#### Brief
From the material below, copy every line in which the word "paths" occurs.

#### Source records
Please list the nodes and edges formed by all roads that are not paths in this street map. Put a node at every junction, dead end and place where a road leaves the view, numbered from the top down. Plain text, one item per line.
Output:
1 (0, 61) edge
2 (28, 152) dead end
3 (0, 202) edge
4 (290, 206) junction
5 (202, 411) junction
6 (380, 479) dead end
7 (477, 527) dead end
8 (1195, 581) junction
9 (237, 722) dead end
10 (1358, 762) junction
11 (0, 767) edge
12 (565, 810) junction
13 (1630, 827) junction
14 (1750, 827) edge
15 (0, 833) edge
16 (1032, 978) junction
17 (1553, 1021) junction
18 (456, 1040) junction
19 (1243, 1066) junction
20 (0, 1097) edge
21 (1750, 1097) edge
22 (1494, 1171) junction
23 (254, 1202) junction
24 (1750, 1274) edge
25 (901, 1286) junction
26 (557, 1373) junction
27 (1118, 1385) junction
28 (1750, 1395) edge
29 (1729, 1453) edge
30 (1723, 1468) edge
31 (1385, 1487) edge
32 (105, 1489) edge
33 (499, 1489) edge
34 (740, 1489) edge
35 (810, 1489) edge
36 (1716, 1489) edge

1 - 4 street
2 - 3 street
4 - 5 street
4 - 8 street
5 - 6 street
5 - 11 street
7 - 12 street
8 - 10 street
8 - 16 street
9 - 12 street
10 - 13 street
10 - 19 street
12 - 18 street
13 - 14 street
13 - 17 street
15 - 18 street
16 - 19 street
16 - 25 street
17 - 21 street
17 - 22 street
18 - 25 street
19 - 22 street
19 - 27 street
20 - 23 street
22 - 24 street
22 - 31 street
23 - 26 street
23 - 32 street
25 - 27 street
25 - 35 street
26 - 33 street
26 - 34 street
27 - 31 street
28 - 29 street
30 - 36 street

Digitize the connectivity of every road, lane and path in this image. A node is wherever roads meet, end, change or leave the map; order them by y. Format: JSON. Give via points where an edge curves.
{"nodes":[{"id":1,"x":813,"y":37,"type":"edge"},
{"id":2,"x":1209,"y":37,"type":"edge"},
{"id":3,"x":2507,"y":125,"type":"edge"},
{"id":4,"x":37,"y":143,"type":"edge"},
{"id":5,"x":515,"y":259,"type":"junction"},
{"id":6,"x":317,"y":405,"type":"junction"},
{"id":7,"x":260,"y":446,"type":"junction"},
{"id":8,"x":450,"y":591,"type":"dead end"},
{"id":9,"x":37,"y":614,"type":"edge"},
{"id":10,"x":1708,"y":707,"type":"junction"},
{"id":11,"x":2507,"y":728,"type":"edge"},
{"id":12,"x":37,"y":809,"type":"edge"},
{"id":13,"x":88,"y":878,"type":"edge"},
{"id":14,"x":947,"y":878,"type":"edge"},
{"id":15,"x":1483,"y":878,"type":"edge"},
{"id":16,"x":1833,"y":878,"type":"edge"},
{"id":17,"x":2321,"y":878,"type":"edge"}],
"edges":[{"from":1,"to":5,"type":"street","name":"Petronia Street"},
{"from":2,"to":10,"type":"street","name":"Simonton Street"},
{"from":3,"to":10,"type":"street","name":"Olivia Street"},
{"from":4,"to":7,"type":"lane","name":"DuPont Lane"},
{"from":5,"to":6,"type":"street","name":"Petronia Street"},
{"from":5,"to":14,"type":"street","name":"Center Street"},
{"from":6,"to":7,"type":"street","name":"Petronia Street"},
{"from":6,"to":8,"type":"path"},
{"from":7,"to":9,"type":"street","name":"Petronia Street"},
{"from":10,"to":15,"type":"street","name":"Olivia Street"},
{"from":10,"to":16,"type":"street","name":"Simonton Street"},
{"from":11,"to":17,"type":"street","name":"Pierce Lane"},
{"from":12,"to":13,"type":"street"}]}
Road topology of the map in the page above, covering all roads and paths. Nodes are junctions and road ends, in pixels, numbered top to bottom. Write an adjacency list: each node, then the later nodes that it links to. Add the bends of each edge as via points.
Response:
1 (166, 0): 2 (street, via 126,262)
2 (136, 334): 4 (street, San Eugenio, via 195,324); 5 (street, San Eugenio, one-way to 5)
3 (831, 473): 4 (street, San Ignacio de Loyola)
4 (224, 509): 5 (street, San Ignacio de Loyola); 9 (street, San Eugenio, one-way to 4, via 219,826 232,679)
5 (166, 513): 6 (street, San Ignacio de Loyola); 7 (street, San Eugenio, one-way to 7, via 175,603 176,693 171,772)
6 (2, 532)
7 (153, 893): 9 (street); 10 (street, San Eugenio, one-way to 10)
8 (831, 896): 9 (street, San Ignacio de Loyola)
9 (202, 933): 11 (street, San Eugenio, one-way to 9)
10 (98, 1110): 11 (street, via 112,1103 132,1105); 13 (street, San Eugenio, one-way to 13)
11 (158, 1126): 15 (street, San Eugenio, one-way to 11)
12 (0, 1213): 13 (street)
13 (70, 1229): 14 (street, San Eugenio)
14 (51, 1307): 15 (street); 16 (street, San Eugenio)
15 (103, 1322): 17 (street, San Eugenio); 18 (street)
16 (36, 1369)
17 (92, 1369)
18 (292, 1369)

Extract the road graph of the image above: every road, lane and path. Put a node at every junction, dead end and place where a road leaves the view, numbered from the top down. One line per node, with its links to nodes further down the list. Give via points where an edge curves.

#### Written answer
Please list the nodes and edges formed by all roads that are not paths in this street map. Put a node at every junction, dead end and place where a road leaves the view, numbered from the top down. Plain text, one item per line.
Road topology of the map in the page above, covering all roads and paths. Nodes are junctions and road ends, in pixels, numbered top to bottom. Write an adjacency list: each node, then the later nodes that it links to. Add the bends of each edge as via points.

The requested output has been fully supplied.